# TASK DIRECTIONS
Repeat the entries in full. Each line must match exactly.
***** THE RECORDS
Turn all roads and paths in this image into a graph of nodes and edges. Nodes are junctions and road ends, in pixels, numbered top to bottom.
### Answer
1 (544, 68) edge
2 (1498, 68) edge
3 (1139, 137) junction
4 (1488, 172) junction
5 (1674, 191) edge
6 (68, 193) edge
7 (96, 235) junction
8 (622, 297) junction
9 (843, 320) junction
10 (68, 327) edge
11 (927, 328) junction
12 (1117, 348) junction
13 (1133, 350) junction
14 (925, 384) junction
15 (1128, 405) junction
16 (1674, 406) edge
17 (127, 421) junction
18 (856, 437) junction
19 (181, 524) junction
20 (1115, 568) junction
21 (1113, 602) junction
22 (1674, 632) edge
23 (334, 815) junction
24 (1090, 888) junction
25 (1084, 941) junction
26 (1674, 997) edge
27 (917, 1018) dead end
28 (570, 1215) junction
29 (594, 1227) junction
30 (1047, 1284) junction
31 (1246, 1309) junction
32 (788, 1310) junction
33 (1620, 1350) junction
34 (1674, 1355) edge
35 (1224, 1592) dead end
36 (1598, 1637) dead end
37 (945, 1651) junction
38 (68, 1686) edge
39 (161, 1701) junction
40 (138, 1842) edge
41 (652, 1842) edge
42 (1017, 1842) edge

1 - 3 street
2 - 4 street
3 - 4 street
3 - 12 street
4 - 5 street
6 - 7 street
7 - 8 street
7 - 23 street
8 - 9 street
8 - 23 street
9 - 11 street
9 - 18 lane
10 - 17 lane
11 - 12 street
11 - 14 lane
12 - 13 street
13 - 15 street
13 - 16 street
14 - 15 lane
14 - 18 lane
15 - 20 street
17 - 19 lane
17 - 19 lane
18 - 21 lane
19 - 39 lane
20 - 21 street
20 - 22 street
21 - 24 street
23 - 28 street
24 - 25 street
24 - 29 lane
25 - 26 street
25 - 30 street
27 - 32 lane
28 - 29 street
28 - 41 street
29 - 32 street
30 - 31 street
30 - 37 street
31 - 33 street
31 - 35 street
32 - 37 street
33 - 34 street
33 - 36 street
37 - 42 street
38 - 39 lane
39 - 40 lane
**********
# RESPONSE TO THE TASK
Turn all roads and paths in this image into a graph of nodes and edges. Nodes are junctions and road ends, in pixels, numbered top to bottom.
### Answer
1 (544, 68) edge
2 (1498, 68) edge
3 (1139, 137) junction
4 (1488, 172) junction
5 (1674, 191) edge
6 (68, 193) edge
7 (96, 235) junction
8 (622, 297) junction
9 (843, 320) junction
10 (68, 327) edge
11 (927, 328) junction
12 (1117, 348) junction
13 (1133, 350) junction
14 (925, 384) junction
15 (1128, 405) junction
16 (1674, 406) edge
17 (127, 421) junction
18 (856, 437) junction
19 (181, 524) junction
20 (1115, 568) junction
21 (1113, 602) junction
22 (1674, 632) edge
23 (334, 815) junction
24 (1090, 888) junction
25 (1084, 941) junction
26 (1674, 997) edge
27 (917, 1018) dead end
28 (570, 1215) junction
29 (594, 1227) junction
30 (1047, 1284) junction
31 (1246, 1309) junction
32 (788, 1310) junction
33 (1620, 1350) junction
34 (1674, 1355) edge
35 (1224, 1592) dead end
36 (1598, 1637) dead end
37 (945, 1651) junction
38 (68, 1686) edge
39 (161, 1701) junction
40 (138, 1842) edge
41 (652, 1842) edge
42 (1017, 1842) edge

1 - 3 street
2 - 4 street
3 - 4 street
3 - 12 street
4 - 5 street
6 - 7 street
7 - 8 street
7 - 23 street
8 - 9 street
8 - 23 street
9 - 11 street
9 - 18 lane
10 - 17 lane
11 - 12 street
11 - 14 lane
12 - 13 street
13 - 15 street
13 - 16 street
14 - 15 lane
14 - 18 lane
15 - 20 street
17 - 19 lane
17 - 19 lane
18 - 21 lane
19 - 39 lane
20 - 21 street
20 - 22 street
21 - 24 street
23 - 28 street
24 - 25 street
24 - 29 lane
25 - 26 street
25 - 30 street
27 - 32 lane
28 - 29 street
28 - 41 street
29 - 32 street
30 - 31 street
30 - 37 street
31 - 33 street
31 - 35 street
32 - 37 street
33 - 34 street
33 - 36 street
37 - 42 street
38 - 39 lane
39 - 40 lane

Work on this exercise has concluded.